- [Data to use]:
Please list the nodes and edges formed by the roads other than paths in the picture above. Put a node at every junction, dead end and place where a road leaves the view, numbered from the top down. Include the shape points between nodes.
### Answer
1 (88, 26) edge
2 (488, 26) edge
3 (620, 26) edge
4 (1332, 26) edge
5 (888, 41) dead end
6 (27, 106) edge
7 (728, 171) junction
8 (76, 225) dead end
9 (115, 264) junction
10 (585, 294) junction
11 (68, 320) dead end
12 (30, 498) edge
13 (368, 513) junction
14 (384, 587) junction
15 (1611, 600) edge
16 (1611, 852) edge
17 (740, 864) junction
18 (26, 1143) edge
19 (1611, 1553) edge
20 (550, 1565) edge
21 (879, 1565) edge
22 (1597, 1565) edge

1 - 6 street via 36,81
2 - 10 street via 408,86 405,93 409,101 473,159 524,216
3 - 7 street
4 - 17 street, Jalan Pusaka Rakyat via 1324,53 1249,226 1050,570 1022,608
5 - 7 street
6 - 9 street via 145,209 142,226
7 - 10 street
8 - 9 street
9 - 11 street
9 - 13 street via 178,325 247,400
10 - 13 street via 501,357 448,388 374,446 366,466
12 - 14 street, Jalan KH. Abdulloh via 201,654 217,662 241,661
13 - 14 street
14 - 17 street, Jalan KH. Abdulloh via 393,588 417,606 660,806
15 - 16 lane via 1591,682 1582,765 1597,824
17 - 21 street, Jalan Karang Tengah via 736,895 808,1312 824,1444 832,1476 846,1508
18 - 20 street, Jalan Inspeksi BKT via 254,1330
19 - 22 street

- [Action item]: Exact repetition is required: return every record shown above.

- [Output below]:
Please list the nodes and edges formed by the roads other than paths in the picture above. Put a node at every junction, dead end and place where a road leaves the view, numbered from the top down. Include the shape points between nodes.
### Answer
1 (88, 26) edge
2 (488, 26) edge
3 (620, 26) edge
4 (1332, 26) edge
5 (888, 41) dead end
6 (27, 106) edge
7 (728, 171) junction
8 (76, 225) dead end
9 (115, 264) junction
10 (585, 294) junction
11 (68, 320) dead end
12 (30, 498) edge
13 (368, 513) junction
14 (384, 587) junction
15 (1611, 600) edge
16 (1611, 852) edge
17 (740, 864) junction
18 (26, 1143) edge
19 (1611, 1553) edge
20 (550, 1565) edge
21 (879, 1565) edge
22 (1597, 1565) edge

1 - 6 street via 36,81
2 - 10 street via 408,86 405,93 409,101 473,159 524,216
3 - 7 street
4 - 17 street, Jalan Pusaka Rakyat via 1324,53 1249,226 1050,570 1022,608
5 - 7 street
6 - 9 street via 145,209 142,226
7 - 10 street
8 - 9 street
9 - 11 street
9 - 13 street via 178,325 247,400
10 - 13 street via 501,357 448,388 374,446 366,466
12 - 14 street, Jalan KH. Abdulloh via 201,654 217,662 241,661
13 - 14 street
14 - 17 street, Jalan KH. Abdulloh via 393,588 417,606 660,806
15 - 16 lane via 1591,682 1582,765 1597,824
17 - 21 street, Jalan Karang Tengah via 736,895 808,1312 824,1444 832,1476 846,1508
18 - 20 street, Jalan Inspeksi BKT via 254,1330
19 - 22 street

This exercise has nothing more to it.